_How to complete this task_
Go through the records and report each line holding the string "Городовикова".

(Dataset entries)
★ ★ ★ ★ ★ ★ ★

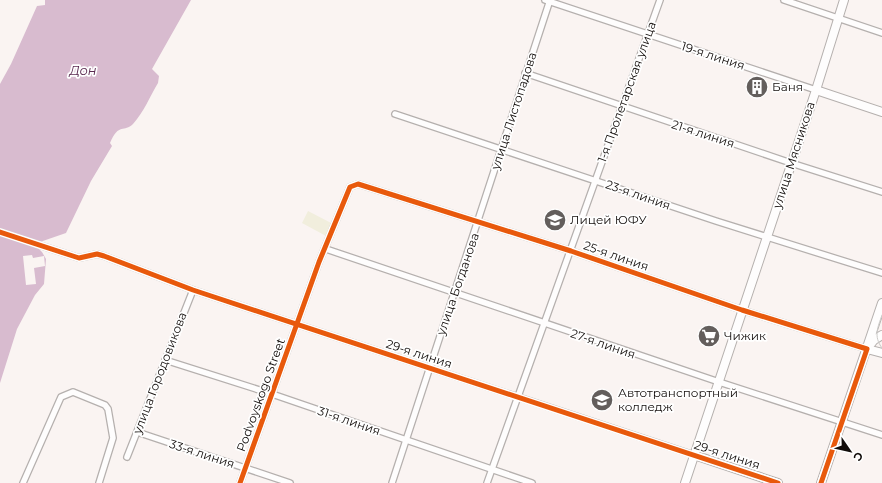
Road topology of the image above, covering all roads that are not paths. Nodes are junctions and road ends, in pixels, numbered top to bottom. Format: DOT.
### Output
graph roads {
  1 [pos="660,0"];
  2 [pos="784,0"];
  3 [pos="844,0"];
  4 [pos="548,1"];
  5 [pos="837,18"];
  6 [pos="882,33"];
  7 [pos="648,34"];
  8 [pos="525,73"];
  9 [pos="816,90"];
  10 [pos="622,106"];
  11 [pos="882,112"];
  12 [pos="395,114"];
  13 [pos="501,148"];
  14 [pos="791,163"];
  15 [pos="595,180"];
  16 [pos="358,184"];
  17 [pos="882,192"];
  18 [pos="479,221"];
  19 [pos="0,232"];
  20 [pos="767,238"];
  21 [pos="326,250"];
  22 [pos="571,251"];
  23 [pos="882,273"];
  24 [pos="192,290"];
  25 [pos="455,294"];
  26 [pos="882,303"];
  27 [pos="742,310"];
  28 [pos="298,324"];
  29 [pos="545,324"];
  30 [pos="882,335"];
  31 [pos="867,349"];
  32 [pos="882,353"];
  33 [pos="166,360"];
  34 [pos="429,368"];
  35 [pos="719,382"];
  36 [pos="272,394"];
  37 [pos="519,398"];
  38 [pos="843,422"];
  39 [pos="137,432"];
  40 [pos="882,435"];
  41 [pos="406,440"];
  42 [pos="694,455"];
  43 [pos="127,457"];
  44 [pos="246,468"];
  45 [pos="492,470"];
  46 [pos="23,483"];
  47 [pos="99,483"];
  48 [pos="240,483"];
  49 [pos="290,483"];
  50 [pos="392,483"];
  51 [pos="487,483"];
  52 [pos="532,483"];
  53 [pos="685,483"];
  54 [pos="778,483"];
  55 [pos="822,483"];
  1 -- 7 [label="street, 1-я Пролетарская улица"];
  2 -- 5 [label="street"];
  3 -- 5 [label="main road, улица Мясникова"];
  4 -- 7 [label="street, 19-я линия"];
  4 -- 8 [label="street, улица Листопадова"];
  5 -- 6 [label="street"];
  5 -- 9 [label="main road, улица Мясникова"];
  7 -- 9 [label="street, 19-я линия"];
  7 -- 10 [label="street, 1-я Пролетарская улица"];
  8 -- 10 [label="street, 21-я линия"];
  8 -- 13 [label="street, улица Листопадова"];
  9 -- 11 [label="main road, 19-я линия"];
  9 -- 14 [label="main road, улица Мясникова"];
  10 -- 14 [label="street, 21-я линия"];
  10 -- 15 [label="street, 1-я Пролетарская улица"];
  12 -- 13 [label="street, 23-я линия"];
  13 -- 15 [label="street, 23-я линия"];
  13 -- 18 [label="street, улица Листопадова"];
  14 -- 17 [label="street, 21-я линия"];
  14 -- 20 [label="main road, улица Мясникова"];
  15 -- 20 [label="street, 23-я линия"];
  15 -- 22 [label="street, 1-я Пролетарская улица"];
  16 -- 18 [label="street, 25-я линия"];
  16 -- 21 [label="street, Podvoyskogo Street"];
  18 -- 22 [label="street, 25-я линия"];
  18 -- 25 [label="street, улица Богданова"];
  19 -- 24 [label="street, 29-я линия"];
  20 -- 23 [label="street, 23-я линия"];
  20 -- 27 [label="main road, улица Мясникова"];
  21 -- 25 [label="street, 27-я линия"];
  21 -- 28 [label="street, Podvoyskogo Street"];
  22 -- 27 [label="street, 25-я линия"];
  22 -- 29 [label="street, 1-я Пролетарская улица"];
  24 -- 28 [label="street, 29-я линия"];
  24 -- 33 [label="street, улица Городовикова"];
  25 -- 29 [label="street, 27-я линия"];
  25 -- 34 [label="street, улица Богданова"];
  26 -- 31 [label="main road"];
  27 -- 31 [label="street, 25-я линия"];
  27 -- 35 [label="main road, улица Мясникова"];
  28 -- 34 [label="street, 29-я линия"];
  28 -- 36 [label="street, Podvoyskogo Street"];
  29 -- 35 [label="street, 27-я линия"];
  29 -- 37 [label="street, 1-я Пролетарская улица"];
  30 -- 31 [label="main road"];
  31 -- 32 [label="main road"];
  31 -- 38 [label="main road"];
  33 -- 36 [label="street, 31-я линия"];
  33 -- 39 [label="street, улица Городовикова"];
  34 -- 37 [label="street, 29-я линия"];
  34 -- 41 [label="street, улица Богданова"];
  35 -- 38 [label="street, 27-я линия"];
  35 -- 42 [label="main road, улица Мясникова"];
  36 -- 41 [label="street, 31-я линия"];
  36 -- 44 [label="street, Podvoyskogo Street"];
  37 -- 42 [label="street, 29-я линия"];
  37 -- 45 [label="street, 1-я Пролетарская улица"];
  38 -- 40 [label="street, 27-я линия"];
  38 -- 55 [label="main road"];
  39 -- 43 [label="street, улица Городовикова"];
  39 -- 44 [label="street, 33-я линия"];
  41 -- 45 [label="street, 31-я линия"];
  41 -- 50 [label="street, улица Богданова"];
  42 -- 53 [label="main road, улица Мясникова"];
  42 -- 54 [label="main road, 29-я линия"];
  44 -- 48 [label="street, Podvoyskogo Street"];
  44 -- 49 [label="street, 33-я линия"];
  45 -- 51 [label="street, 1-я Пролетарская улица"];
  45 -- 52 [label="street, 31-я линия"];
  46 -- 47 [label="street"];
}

★ ★ ★ ★ ★ ★ ★

_Worked solution_
  24 -- 33 [label="street, улица Городовикова"];
  33 -- 39 [label="street, улица Городовикова"];
  39 -- 43 [label="street, улица Городовикова"];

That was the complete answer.